▶ [WORK INSTRUCTIONS] Line by line, count where the string "every" appears in the listing, then give the number of such lines alone.

▶ [SUPPLIED DATA]
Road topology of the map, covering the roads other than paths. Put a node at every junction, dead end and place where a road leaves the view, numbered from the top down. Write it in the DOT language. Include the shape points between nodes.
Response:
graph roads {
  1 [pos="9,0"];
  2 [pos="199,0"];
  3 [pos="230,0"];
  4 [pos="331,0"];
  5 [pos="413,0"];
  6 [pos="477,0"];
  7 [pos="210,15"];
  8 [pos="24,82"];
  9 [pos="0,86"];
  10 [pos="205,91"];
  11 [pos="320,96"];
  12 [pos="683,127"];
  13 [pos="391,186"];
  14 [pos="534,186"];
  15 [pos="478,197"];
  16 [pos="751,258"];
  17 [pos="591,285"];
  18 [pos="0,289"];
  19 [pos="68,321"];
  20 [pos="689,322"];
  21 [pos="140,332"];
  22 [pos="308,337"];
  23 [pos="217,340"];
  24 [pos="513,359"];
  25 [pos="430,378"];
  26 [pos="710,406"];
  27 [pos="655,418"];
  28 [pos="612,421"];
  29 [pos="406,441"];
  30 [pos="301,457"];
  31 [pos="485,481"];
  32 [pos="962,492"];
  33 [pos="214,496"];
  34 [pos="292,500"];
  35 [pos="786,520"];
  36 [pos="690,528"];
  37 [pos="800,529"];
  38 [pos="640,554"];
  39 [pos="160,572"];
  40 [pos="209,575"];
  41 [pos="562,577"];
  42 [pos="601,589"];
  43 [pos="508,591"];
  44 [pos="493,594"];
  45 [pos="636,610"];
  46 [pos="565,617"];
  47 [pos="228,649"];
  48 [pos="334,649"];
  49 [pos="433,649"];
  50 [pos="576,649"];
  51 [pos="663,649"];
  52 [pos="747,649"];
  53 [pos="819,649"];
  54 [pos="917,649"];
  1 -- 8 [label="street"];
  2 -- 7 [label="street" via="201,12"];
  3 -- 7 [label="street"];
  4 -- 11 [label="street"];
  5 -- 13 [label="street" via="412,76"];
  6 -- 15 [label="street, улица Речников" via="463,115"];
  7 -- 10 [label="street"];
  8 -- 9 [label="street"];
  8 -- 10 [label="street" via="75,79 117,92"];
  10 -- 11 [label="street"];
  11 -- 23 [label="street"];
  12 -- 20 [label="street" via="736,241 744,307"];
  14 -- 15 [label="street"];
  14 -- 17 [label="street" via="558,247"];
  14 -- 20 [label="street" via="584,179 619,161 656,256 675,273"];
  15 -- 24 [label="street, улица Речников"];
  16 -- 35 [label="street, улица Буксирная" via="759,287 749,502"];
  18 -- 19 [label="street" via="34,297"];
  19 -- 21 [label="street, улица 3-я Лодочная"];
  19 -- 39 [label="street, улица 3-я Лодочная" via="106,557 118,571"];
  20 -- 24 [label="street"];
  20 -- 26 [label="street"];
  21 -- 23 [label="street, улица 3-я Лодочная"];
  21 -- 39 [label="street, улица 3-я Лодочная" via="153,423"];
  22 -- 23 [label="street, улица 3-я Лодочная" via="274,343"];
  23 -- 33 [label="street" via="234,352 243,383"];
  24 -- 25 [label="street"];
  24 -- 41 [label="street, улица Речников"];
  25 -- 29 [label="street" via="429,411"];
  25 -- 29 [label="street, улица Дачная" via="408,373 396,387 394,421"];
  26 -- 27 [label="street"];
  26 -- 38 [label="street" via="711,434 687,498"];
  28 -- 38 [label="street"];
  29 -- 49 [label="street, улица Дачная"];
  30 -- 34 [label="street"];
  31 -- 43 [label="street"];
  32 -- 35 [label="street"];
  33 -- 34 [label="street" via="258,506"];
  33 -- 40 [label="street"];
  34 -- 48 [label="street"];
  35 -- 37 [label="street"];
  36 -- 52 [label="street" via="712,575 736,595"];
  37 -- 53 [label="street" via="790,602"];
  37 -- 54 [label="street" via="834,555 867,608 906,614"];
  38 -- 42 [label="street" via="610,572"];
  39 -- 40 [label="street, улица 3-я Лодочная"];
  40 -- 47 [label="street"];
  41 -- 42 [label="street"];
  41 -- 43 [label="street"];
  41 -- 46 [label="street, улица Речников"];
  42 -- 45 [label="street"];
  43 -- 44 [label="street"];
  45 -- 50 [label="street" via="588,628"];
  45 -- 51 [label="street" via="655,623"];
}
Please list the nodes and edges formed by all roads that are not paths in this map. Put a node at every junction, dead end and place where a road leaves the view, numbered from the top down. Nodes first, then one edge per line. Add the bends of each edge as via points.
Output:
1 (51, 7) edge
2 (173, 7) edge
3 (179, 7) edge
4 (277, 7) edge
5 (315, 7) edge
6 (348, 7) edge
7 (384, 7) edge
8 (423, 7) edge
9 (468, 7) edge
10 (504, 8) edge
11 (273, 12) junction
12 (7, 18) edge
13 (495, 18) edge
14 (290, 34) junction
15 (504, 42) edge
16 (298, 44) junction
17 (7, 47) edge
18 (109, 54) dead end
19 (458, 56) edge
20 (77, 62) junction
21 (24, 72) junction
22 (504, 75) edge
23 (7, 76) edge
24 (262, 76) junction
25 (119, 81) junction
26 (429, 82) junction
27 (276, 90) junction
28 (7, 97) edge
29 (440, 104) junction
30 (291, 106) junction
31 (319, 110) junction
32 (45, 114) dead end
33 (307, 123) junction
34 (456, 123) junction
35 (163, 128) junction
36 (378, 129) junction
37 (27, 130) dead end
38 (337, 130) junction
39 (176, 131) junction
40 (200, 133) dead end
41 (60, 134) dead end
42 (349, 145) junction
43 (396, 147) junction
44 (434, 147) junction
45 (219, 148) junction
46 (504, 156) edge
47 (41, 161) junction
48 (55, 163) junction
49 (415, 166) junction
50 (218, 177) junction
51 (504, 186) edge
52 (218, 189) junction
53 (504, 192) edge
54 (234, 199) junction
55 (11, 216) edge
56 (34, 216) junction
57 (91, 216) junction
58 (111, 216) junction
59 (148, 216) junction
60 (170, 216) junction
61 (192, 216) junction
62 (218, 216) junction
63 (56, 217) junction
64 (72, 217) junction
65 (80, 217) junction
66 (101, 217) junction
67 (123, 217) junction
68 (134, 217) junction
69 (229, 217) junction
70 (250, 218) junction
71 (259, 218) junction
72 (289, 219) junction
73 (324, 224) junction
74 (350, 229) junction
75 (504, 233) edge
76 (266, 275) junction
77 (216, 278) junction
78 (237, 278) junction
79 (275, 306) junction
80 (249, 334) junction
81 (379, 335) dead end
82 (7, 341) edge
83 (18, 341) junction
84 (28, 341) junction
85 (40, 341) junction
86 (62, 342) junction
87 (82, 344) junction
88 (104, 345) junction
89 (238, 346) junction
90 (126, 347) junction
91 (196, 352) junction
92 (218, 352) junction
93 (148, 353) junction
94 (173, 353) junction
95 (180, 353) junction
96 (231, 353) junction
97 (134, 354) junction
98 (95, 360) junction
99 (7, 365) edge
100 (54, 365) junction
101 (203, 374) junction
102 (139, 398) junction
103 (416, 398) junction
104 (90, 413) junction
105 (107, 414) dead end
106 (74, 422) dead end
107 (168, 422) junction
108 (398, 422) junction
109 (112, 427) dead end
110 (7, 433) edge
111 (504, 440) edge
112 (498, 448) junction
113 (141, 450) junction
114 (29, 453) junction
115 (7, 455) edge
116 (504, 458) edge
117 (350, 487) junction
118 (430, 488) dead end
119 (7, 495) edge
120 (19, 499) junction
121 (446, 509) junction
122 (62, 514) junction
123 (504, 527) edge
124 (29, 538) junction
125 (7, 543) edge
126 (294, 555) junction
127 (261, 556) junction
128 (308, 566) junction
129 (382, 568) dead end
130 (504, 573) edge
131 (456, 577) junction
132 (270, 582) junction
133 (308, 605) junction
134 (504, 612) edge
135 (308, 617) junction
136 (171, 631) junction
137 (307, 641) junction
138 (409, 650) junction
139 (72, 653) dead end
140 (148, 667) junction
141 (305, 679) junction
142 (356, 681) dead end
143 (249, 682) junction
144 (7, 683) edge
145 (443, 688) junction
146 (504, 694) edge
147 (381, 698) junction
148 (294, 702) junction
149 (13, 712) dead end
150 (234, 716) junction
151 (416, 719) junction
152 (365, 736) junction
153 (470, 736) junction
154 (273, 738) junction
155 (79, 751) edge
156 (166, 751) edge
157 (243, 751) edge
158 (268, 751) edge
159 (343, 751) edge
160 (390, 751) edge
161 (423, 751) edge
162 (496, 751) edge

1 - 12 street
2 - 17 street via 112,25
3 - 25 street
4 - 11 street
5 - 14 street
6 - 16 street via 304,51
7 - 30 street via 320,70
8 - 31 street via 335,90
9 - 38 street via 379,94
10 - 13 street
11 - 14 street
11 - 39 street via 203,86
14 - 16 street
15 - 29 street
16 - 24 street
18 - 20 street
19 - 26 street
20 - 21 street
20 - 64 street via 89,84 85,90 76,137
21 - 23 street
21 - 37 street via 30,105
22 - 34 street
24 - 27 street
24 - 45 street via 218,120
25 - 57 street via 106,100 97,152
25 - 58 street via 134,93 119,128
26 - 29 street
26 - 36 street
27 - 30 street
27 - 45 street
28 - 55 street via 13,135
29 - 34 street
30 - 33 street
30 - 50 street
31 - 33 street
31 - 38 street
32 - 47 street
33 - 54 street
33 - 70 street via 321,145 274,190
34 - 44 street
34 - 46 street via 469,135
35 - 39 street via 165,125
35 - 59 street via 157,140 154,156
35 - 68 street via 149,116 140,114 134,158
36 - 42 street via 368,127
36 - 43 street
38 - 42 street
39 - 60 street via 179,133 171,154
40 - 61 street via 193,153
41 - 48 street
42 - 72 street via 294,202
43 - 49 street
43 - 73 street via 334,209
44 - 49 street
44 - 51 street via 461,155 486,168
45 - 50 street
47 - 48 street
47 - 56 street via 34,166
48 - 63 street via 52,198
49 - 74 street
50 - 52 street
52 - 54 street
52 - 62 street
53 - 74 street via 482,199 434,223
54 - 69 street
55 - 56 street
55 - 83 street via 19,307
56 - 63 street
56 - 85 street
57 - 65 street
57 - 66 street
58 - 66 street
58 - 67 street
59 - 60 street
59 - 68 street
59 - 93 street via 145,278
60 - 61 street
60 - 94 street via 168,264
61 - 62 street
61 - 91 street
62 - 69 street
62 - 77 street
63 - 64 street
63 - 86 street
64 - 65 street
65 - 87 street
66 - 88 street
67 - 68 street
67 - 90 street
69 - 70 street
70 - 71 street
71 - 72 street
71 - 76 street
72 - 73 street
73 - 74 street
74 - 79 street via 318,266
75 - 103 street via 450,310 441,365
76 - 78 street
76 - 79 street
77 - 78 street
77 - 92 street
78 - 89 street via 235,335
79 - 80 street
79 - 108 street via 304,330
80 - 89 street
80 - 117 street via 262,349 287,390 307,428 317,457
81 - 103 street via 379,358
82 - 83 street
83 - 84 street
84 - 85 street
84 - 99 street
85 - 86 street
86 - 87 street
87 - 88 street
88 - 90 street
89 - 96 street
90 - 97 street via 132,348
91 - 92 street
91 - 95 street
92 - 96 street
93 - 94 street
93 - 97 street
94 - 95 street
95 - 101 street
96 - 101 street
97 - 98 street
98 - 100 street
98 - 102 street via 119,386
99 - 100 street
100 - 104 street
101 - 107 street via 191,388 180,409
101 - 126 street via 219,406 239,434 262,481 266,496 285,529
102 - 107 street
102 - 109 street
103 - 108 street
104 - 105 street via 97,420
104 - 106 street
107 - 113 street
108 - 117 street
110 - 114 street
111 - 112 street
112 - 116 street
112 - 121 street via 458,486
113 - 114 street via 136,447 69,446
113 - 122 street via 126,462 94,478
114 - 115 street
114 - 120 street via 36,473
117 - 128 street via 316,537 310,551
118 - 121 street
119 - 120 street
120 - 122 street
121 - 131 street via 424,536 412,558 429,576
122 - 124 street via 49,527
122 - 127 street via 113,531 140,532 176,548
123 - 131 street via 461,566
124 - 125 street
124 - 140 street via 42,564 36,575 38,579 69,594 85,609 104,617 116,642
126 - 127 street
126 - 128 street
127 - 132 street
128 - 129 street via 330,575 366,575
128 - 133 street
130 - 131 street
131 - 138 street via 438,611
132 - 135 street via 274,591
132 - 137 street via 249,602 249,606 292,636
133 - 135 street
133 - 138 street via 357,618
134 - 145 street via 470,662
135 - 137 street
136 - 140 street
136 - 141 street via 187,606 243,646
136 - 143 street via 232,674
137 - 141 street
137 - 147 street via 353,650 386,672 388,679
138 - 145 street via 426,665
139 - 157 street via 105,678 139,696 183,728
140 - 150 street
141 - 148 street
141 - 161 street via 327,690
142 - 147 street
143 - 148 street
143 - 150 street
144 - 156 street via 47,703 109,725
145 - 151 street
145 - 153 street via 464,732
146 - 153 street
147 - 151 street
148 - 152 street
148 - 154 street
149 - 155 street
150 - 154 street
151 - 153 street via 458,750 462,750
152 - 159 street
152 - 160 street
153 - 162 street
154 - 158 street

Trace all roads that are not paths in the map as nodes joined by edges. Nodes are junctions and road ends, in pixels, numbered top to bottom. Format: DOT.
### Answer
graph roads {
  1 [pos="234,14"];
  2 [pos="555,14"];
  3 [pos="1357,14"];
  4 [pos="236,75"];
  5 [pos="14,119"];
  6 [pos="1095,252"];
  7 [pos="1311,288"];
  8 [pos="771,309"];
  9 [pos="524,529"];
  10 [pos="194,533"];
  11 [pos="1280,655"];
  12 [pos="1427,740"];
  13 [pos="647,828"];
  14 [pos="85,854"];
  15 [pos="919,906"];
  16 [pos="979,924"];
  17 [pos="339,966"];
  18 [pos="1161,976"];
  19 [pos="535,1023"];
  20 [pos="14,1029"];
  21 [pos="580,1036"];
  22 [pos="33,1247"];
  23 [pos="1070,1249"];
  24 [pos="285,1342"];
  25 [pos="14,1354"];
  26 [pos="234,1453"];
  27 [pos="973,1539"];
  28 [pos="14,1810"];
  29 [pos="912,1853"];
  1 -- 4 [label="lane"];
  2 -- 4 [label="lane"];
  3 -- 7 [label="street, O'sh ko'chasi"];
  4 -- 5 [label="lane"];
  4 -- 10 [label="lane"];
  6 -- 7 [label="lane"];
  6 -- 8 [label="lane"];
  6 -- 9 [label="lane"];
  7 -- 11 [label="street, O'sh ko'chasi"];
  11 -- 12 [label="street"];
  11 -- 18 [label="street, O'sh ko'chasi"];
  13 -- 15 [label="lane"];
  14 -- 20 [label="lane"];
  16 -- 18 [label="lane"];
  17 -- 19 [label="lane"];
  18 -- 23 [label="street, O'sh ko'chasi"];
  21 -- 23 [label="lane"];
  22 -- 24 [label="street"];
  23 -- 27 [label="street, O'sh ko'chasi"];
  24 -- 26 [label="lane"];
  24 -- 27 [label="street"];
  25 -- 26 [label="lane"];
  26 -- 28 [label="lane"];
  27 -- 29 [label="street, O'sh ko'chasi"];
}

▶ [ANSWER SECTION] 2